Saturday, August 08, 2009

Back In The High Life

CareerBuilder never seems to have any postings for Drug Dealer. Same for Monster and all the other usual suspects. The job never seems to turn up on those thinly veiled Yahoo features about the best way to earn $50,000 a year while working at home. Or without going to school. Or without having any interpersonal skills. But I did get an offer for such a position many years ago.

After my first year of college I took a summer gig as a roofer. I got dirty, didn’t learn any useful skills, and had to wear jeans and a long sleeve work shirt in hottest part of summer. I also wasn’t very fond of heights.
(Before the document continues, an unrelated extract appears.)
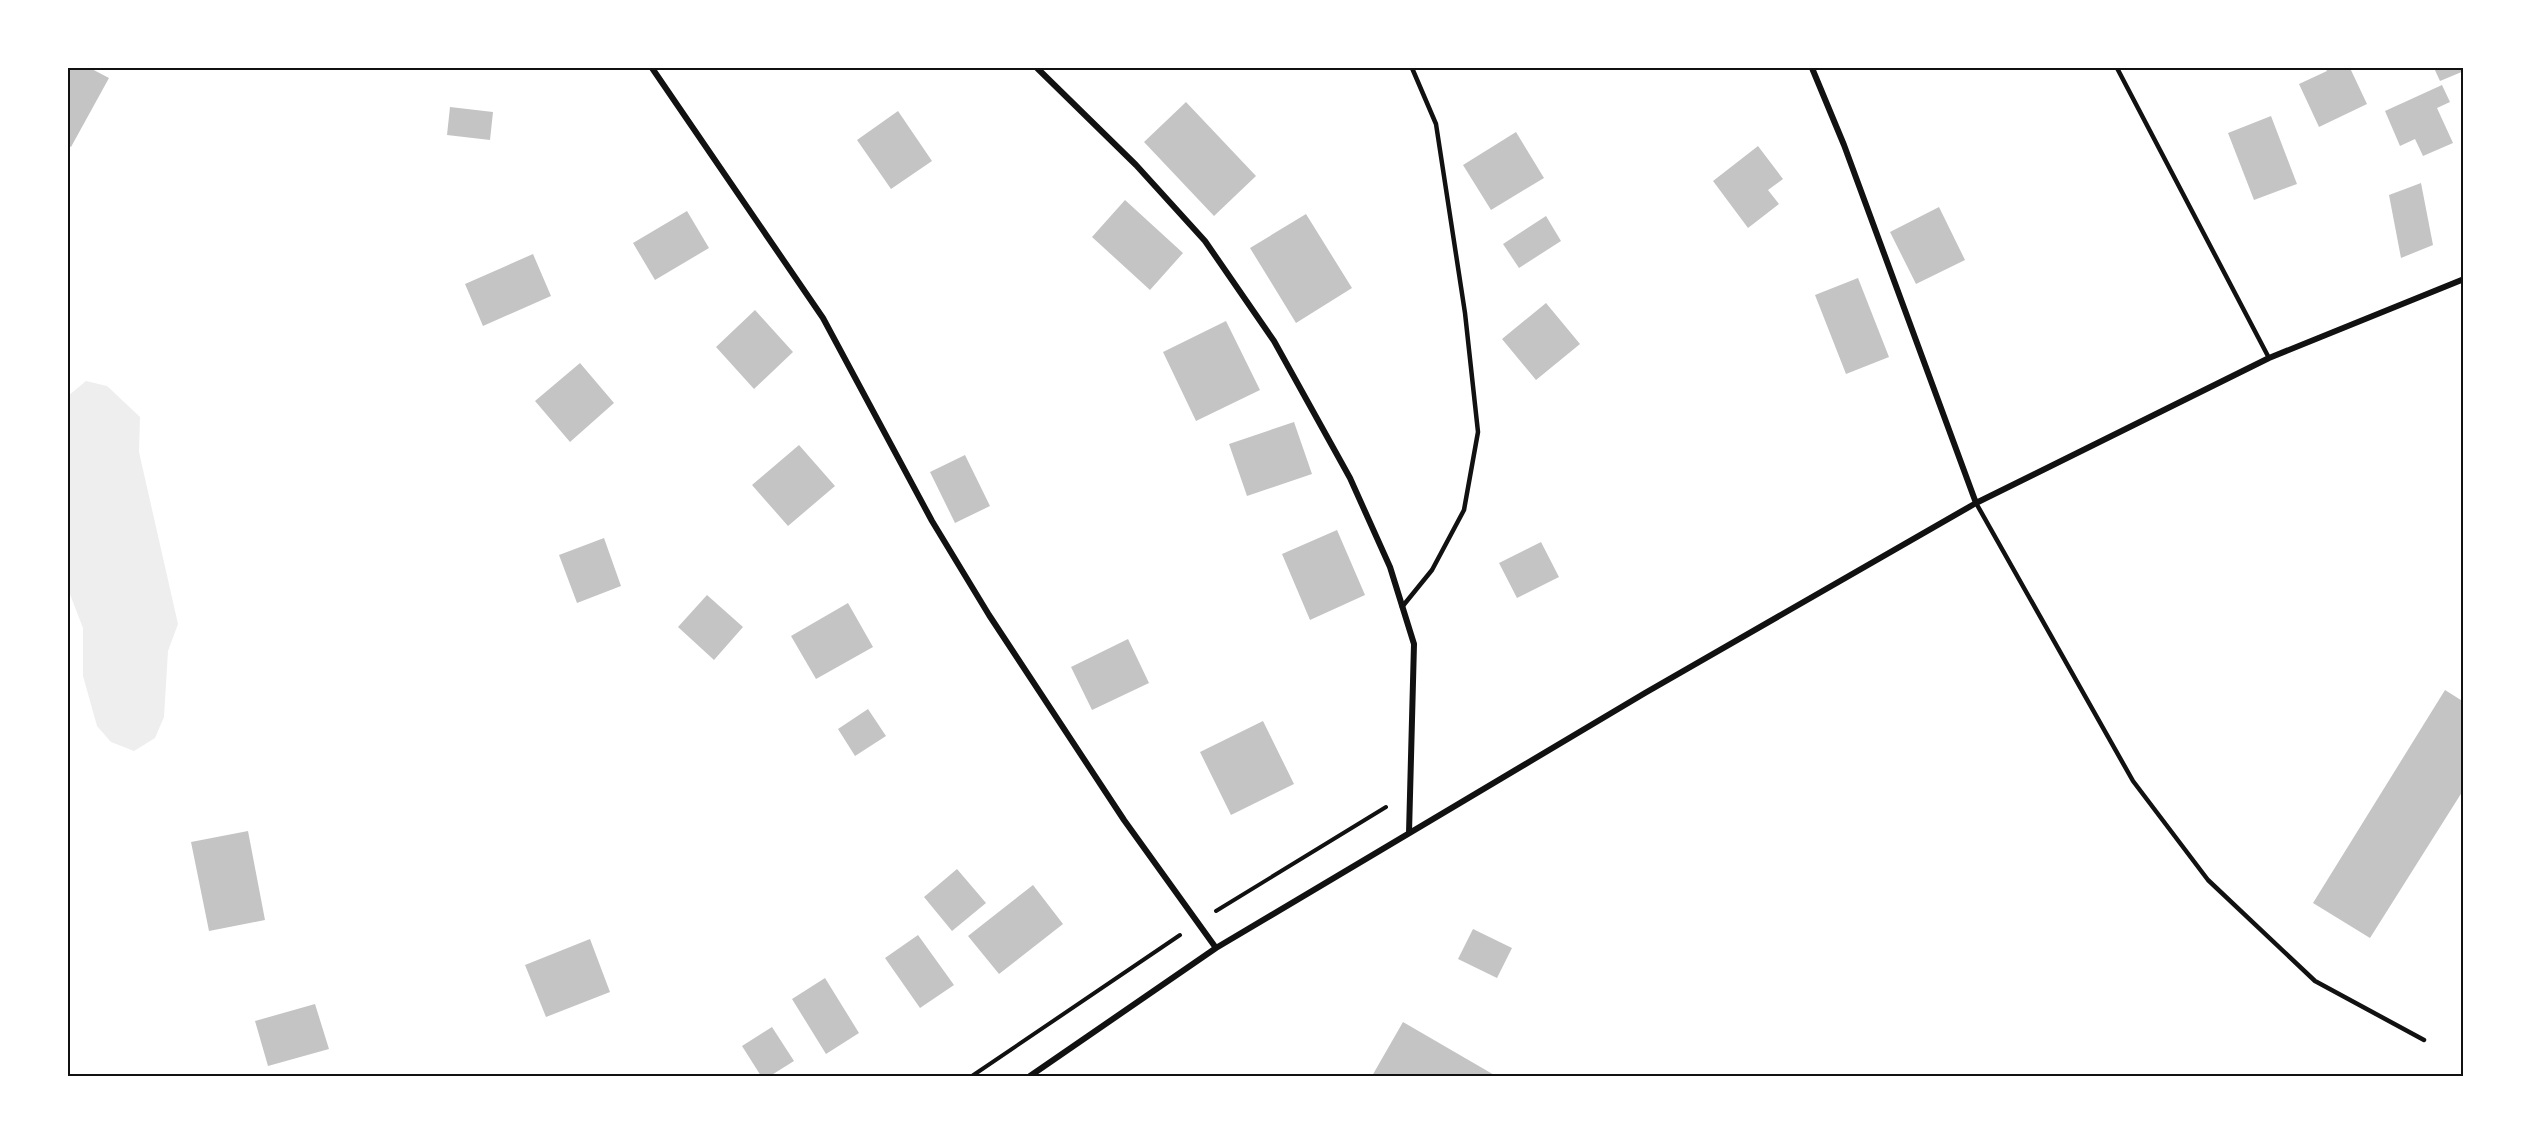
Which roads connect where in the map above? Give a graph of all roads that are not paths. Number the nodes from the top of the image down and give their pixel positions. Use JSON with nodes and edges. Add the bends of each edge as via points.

However, it paid a whopping $8 an hour when minimum wage was probably about half that, and I had a killer tan and stayed in pretty good shape.

We did good work, but it wasn’t the most professional company out there. The owner, Al, who spent most of his time on the ground finding the next job, was rarely around but could be reached on his suitcase sized mobile phone if needed. Mike manned the tar kettle at ground level and seemed to spend most of his time avoiding getting dirty or breaking a sweat. I forget their names, but the two supervisor type dudes looked like Joe Elliott and Phil Collen from Def Leppard and were as good at roofing as Joe and Phil were at getting sugar poured on them. Pretty damn good. The crew they were charged with included some characters I mentioned here before. Four guys, probably in their mid-twenties, who all carpooled together in a Dodge Aspen station wagon from parts unknown. Fatboy was bleach blond and fat. How he stayed that size working on a roof in the middle of summer I have no idea, but I’m guessing he lived on blubber and motor oil in the off-season. I found out the Dodge belonged to his mother, and he was the driver because I think the was the only one of the four with a valid license. Every morning Fatboy, Hillbilly, Pat and Earl would stumble out of the wagon like a bunch of hungover circus clowns and we’d haul ourselves up the ladder to whatever roof needed tarring. Sometimes, one of them would be missing, usually due to a meeting with their probation officer.

The only rule at this company was shared on the first day – “Don’t step off the roof.” Fortunately for Al, most of the jobs were complete before OSHA ever came around. About mid-morning, and then again at lunch, since I was the rookie and had a car I was sent to the nearest McDonald’s to get food and drinks. I didn’t mind so much – it got me off the roof, into a air-conditioned McDonald’s for a few minutes and I got to take a leak in an actual bathroom instead of peeing on a rooftop. However, the downside was that I had to climb back up the ladder with an armful of Egg McMuffins and a half dozen drinks. It was a little terrifying at first, but by the end of summer I was rocking that ladder like a Denny’s waitress trained at the Ringling Brothers Circus. As I pulled up they would retreat to a shady corner of the roof and roll their first joint of the day. I was merely providing the munchies.

I don’t remember a lot of stories from them – they mostly seemed busy just trying to keep themselves out of jail and in whatever current living arrangements they secured. I’m not really sure what skeletons they had in the back of that Dodge Aspen, but they seemed like decent enough guys and were certainly friendly to the dorky college kid trying to pick up a few dollars for tuition. In fact, I had expected they might have resented me infiltrating their world for 12 weeks to make a quick buck before scuttling back to the ivy covered halls, but instead they had this romantic vision of college through which they seemed to want to live vicariously though me. University life was clearly a world where beer flowed freely (mostly true) and every guy was up to his eyeballs in pussy and banging the cast of Head of the Class (not completely true for freshman dorks like me). It seemed as if they admired me for having the opportunities before me. You’d think that would have motivated me to be grateful and inspired me to greatness. Instead I got kicked out the following semester.

But I digress. As the end of summer was approaching, “Joe Elliott” ruminated about the profits he could probably make by having a distribution channel in a college town. I’m not talking about tar paper. I never took him up on his offer. I was too much of a chicken, and in retrospect, I’m thinking that was a good thing. But I often wonder how it would have turned out if I had worked out a deal and gave a little competition to Hookah-Man in that little college town.

Probably not good. All these memories were triggered when I read the story of Featherhead.


Kristy said...

How does one manage to get a killer tan all covered up in a long sleeved shirt and jeans ?

sid said...

Ah, very observant, my little Nancy Drew....

Okay, so the legs were white. But my face was George Hamilton (no, not the guy on the $20 bill) and technically I only had to don the long sleeve shirt when the tar bucket was out, which was probably 50% of the job. I was just exaggerating so you would feel sorry for me.